Work required - Among the entries below, please show each line that carries the word "points".

Source records -
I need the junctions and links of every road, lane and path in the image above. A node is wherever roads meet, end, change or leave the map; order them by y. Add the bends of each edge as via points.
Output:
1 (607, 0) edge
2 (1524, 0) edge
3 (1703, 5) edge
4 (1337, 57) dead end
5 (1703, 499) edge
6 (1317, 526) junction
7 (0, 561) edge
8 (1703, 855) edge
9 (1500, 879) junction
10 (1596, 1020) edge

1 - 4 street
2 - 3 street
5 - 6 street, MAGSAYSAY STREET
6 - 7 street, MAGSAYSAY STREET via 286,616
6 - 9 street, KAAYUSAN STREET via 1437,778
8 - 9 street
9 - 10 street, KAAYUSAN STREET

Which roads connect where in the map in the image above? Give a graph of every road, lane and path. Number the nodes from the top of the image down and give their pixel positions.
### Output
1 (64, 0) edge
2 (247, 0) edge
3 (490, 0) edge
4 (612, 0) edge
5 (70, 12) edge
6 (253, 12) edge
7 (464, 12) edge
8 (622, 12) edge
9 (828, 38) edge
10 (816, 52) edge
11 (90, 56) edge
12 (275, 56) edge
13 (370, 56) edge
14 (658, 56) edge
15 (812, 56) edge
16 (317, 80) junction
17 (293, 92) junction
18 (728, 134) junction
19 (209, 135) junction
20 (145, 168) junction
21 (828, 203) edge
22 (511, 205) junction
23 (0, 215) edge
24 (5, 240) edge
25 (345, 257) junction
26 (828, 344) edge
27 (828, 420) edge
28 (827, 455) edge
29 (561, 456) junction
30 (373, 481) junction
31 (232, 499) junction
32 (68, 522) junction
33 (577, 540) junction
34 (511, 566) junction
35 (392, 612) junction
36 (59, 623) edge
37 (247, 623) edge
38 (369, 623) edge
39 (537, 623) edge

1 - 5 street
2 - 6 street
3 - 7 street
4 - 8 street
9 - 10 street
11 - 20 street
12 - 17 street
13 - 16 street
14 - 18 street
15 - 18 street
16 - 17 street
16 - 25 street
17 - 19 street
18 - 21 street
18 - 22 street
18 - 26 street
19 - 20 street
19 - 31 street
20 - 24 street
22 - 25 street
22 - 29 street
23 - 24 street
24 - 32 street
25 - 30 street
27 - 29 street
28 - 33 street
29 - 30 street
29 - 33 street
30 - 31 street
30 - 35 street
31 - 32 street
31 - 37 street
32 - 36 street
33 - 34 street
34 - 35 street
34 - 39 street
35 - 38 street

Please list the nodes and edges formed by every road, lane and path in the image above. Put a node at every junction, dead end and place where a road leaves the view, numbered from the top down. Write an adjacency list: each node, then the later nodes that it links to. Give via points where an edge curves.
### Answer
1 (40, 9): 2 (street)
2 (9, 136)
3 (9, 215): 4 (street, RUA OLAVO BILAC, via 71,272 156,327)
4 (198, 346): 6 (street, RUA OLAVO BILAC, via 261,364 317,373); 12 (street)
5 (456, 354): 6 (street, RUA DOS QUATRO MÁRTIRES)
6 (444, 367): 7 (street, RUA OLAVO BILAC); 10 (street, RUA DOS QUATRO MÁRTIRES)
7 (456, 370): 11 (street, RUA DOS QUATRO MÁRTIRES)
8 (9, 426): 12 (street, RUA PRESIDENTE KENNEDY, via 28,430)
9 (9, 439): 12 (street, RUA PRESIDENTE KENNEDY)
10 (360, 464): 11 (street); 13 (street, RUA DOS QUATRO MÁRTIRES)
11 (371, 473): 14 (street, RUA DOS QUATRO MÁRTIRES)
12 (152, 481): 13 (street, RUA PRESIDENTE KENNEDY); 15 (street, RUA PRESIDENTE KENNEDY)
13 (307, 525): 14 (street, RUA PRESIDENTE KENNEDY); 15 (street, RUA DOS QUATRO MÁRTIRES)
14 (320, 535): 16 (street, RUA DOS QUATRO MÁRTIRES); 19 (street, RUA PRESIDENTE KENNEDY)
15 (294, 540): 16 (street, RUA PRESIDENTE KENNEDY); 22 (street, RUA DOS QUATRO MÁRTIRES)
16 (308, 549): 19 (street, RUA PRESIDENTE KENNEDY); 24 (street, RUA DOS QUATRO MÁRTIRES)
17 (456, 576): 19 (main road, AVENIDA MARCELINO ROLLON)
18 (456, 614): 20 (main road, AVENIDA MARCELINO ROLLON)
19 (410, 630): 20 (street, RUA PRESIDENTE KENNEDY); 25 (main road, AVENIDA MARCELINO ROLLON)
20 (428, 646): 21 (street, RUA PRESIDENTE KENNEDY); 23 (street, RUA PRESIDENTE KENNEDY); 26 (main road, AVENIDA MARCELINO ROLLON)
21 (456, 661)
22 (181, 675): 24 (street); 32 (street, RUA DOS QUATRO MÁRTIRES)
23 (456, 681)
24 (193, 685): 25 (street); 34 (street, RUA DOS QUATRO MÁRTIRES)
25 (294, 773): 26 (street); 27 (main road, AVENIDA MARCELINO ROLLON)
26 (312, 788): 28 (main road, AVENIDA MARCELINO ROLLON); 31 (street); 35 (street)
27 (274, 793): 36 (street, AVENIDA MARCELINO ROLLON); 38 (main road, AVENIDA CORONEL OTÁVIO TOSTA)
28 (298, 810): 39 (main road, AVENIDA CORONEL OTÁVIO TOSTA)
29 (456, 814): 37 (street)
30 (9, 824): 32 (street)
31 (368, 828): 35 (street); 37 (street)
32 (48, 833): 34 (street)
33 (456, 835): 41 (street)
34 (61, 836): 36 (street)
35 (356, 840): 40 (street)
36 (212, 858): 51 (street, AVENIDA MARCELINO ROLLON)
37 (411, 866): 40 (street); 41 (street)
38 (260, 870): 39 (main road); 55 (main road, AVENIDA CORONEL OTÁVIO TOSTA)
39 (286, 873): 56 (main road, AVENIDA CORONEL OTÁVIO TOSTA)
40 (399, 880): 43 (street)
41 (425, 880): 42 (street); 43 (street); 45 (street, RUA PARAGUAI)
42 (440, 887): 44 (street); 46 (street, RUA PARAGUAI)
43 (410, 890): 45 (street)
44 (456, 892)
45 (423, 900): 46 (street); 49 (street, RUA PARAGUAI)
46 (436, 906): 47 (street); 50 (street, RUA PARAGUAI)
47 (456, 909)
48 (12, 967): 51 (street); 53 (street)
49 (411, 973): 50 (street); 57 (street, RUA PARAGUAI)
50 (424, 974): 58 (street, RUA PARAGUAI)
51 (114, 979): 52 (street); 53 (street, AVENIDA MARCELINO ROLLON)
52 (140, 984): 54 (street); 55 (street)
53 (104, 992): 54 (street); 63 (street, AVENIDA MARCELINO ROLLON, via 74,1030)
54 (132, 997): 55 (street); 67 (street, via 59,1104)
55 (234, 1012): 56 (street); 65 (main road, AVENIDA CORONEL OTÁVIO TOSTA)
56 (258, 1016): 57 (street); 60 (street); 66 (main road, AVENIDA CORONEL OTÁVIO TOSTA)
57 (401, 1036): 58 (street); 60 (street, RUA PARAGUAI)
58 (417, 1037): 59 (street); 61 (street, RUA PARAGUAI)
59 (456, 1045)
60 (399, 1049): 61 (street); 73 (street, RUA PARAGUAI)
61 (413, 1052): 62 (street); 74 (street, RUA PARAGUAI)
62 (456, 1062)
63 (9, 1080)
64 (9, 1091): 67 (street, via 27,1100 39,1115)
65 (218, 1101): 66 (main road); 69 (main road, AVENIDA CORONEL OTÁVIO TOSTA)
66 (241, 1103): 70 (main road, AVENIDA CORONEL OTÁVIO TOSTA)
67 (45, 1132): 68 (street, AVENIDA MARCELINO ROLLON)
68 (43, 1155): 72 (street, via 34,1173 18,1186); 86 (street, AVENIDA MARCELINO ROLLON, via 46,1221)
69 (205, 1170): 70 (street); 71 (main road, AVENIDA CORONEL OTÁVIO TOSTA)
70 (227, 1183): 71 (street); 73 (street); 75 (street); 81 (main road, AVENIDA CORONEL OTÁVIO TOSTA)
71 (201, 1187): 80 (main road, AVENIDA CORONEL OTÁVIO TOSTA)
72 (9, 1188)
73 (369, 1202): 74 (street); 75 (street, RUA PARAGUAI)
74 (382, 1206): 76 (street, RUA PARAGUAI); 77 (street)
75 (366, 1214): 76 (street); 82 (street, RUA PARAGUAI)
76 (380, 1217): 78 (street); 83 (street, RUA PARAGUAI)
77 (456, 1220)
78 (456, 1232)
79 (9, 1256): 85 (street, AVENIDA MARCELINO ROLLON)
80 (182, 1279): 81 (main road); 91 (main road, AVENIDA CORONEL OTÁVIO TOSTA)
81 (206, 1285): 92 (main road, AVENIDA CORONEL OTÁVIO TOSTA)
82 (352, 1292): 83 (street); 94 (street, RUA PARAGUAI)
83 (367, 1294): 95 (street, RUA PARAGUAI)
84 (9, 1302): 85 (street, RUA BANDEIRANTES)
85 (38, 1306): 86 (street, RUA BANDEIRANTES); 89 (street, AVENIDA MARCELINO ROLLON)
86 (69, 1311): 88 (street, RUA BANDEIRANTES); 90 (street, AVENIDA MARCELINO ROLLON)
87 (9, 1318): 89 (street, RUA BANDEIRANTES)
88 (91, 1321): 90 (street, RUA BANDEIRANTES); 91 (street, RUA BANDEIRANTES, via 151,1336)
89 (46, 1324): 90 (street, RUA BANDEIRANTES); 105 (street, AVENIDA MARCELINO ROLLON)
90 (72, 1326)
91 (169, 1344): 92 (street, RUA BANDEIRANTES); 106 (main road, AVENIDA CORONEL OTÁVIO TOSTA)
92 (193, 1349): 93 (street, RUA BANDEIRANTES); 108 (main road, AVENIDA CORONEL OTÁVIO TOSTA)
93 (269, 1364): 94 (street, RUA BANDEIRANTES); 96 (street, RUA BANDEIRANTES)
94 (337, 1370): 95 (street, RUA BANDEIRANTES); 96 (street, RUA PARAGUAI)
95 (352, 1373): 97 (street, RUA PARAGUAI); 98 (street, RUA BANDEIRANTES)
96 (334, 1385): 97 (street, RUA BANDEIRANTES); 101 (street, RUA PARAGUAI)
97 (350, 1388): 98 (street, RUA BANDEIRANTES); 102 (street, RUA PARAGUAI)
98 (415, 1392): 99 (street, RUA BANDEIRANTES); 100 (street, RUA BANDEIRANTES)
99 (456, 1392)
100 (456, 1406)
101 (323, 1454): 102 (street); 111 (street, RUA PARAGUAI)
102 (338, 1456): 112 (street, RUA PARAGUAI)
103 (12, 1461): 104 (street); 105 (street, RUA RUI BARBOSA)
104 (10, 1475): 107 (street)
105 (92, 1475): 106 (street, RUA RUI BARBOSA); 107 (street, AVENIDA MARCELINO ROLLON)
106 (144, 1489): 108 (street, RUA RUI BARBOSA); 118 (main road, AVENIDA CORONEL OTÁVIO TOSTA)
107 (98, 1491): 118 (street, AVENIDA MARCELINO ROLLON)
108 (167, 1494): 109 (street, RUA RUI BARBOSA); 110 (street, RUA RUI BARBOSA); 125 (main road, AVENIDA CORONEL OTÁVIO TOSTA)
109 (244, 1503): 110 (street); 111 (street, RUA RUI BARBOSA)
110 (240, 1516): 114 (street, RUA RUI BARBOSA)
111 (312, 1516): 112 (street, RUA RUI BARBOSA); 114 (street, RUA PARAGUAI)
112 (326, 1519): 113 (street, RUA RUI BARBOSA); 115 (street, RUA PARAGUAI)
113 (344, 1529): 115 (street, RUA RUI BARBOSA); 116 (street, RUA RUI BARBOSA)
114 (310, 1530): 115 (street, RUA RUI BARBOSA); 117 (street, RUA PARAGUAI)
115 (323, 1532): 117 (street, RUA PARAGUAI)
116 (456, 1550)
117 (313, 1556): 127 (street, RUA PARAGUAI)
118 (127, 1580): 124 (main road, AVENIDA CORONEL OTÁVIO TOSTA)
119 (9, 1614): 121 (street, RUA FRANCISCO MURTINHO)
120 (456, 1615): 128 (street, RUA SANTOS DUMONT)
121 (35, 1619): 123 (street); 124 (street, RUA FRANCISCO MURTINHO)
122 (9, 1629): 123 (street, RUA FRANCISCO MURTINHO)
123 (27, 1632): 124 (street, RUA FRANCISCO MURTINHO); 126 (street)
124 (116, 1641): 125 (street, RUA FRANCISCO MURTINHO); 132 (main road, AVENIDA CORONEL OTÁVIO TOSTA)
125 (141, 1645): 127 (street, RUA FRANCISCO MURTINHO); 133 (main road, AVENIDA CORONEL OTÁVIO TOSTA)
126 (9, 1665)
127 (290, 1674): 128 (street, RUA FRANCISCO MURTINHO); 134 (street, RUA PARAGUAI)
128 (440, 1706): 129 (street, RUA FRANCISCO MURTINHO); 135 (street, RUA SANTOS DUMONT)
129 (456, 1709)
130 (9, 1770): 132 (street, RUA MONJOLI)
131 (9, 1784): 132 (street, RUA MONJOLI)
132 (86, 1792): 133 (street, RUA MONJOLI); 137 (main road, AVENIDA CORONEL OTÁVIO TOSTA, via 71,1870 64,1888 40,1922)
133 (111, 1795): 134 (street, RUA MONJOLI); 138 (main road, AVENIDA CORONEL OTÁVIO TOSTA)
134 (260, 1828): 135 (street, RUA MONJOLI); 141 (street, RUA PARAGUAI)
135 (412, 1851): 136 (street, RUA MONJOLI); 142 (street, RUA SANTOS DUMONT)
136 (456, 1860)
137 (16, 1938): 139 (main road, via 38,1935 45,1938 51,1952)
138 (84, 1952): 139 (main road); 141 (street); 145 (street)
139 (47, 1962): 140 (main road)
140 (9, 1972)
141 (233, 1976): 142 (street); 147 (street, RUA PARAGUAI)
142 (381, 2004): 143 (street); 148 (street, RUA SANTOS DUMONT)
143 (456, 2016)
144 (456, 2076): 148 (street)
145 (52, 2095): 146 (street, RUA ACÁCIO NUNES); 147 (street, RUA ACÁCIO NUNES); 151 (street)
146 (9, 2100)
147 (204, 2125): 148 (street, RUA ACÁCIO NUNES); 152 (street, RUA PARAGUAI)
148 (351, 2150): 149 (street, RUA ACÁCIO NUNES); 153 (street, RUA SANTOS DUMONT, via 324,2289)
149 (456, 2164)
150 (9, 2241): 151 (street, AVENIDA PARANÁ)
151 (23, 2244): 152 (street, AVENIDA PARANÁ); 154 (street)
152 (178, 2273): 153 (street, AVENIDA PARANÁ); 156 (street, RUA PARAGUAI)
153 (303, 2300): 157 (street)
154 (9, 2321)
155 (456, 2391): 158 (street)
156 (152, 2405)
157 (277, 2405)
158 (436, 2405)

Output -
I need the junctions and links of every road, lane and path in the image above. A node is wherever roads meet, end, change or leave the map; order them by y. Add the bends of each edge as via points.
Please list the nodes and edges formed by every road, lane and path in the image above. Put a node at every junction, dead end and place where a road leaves the view, numbered from the top down. Write an adjacency list: each node, then the later nodes that it links to. Give via points where an edge curves.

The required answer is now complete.